Is replacing missing values of PM constituents with estimates using machine learning better for source apportionment than exclusion or median replacement?

Journal: Environmental pollution (Barking, Essex : 1987)
Published Date:

Abstract

East Asian countries have been conducting source apportionment of fine particulate matter (PM) by applying positive matrix factorization (PMF) to hourly constituent concentrations. However, some of the constituent data from the supersites in South Korea was missing due to instrument maintenance and calibration. Conventional preprocessing of missing values, such as exclusion or median replacement, causes biases in the estimated source contributions by changing the PMF input. Machine learning (ML) can estimate the missing values by training on constituent data, meteorological data, and gaseous pollutants. Complete data from the Seoul Supersite in 2018 was taken, and a random 20% was set as missing. PMF was performed by replacing missing values with estimates.
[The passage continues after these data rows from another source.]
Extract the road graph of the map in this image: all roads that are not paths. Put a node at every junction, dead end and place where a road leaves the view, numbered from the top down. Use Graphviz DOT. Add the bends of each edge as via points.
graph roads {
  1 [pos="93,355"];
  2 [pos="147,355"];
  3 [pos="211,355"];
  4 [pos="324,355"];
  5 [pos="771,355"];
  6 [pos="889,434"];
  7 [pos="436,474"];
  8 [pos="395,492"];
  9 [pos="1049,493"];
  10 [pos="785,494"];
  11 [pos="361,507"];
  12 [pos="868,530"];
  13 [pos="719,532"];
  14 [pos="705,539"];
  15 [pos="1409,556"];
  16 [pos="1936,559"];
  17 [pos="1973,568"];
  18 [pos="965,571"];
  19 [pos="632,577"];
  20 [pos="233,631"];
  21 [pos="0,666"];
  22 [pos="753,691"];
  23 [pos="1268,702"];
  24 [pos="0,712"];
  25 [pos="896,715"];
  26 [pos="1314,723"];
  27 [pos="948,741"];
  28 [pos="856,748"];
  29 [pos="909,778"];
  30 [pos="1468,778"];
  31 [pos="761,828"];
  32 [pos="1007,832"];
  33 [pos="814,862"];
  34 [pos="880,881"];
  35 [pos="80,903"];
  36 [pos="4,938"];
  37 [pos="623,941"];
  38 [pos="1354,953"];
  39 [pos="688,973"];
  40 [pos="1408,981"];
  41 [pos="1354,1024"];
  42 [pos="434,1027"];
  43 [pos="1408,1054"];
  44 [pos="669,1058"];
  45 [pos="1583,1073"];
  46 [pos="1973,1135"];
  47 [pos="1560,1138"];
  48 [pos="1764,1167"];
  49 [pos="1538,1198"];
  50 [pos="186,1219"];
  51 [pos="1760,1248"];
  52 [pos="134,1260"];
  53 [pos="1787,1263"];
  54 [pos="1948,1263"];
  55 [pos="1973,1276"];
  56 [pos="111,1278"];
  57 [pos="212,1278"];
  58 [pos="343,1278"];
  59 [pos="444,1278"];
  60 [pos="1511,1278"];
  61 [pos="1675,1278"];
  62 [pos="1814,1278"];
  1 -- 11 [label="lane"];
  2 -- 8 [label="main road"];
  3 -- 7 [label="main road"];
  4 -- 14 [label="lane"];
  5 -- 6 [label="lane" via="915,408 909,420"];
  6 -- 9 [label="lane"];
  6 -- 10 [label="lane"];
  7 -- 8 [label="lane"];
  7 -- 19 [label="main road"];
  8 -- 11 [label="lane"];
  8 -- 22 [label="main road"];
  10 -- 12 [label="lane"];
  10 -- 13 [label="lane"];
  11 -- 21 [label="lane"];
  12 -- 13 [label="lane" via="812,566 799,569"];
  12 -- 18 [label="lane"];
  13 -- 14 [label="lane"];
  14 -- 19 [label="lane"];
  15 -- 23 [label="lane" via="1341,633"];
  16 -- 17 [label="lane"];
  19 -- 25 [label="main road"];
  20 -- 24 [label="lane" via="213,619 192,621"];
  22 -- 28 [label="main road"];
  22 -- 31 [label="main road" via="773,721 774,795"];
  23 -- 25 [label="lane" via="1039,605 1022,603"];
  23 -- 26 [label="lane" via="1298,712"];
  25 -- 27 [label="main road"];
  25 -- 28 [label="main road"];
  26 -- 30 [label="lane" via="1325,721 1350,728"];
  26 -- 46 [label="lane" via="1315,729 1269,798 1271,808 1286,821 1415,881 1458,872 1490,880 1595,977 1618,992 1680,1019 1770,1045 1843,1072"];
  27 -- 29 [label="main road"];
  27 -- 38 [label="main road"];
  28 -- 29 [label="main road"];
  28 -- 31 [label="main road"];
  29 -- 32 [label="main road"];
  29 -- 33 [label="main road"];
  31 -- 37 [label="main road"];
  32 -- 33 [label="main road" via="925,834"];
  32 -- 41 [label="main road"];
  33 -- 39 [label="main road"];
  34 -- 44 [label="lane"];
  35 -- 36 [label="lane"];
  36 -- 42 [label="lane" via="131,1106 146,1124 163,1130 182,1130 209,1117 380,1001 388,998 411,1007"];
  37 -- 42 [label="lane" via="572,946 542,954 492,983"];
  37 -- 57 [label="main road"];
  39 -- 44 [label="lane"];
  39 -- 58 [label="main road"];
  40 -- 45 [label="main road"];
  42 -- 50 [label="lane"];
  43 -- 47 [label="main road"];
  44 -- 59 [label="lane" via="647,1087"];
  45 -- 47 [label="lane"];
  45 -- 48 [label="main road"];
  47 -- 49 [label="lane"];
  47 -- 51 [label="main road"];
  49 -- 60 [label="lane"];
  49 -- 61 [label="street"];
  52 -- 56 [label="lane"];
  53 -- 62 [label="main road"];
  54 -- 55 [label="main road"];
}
Percent errors of the source contributions were calculated compared to those estimated from complete data. Missing values were estimated using a random forest analysis. Estimation accuracy (r) was as high as 0.874 for missing carbon species and low at 0.631 when ionic species and trace elements were missing. For the seven highest contributing sources, replacing the missing values of carbon species with estimates minimized the percent errors to 2.0% on average. However, replacing the missing values of the other chemical species with estimates increased the percent errors to more than 9.7% on average. Percent errors were maximal at 37% on average when missing values of ionic species and trace elements were replaced with estimates. Missing values, except for carbon species, need to be excluded. This approach reduced the percent errors to 7.4% on average, which was lower than those due to median replacement. Our results show that reducing the biases in source apportionment is possible by replacing the missing values of carbon species with estimates. To improve the biases due to missing values of the other chemical species, the estimation accuracy of the ML needs to be improved.

Authors

  • Youngkwon Kim
    Department of Environmental Health Sciences, Graduate School of Public Health, Seoul National University, 1 Gwanak-ro, Gwanak-gu, Seoul, 08826, Republic of Korea.
  • Seung-Muk Yi
    Department of Environmental Health Sciences, Graduate School of Public Health, Seoul National University, 1 Gwanak-ro, Gwanak-gu, Seoul, 08826, Republic of Korea; Institute of Health and Environment, Seoul National University, 1 Gwanak-ro, Gwanak-gu, Seoul, 08826, Republic of Korea.
  • Jongbae Heo
    Busan Development Institute, Busan, 47210, Republic of Korea.
  • Hwajin Kim
    Department of Environmental Health Sciences, Graduate School of Public Health, Seoul National University, 1 Gwanak-ro, Gwanak-gu, Seoul, 08826, Republic of Korea.
  • Woojoo Lee
    From the Department of Radiology, Seoul National University Bundang Hospital, 300 Gumi-dong, Bundang-gu, Seongnam-si, Gyeonggi-do 13620, Korea (S.J., H.S., Junghoon Kim, Jihang Kim, K.W.L., S.S.L., K.H.L.); Department of Radiology, Konkuk University Medical Center, Seoul, Korea (Y.J.S.); Seoul National University College of Medicine, Institute of Radiation Medicine, Seoul National University Medical Research Center, Seoul, Korea (K.W.L.); Department of Public Health Science, Graduate School of Public Health, Seoul National University, Seoul, Korea (W.L.); and Program in Biomedical Radiation Sciences, Department of Transdisciplinary Studies, Graduate School of Convergence Science and Technology, Seoul National University, Seoul, Korea (S.L.).
  • Ho Kim
    Graduate School of Public Health, Seoul National University, Seoul, South Korea.
  • Philip K Hopke
  • Young Su Lee
    Department of Energy and Environmental Engineering, Soonchunhyang University, Soonchunhyang-ro, Sinchang-myeon, Asan-si, Chungcheongnam-do, 31538, Republic of Korea.
  • Hye-Jung Shin
    Air Quality Research Division, Department of Climate and Air Quality Research, National Institute of Environmental Research, Incheon, 22689, Republic of Korea.
  • Jungmin Park
    Air Quality Research Division, Department of Climate and Air Quality Research, National Institute of Environmental Research, Incheon, 22689, Republic of Korea.
  • Myungsoo Yoo
    Department of Climate and Air Quality Research, National Institute of Environmental Research, Incheon, 22689, Republic of Korea.
  • Kwonho Jeon
    Global Environment Research Division, Department of Climate and Air Quality Research, National Institute of Environmental Research, Incheon, 22689, Republic of Korea.
  • Jieun Park
    Department of Environmental Health, Harvard T.H. Chan School of Public Health, 401 Park Drive, Boston, MA, 02215, USA. Electronic address: jieun_park@hsph.harvard.edu.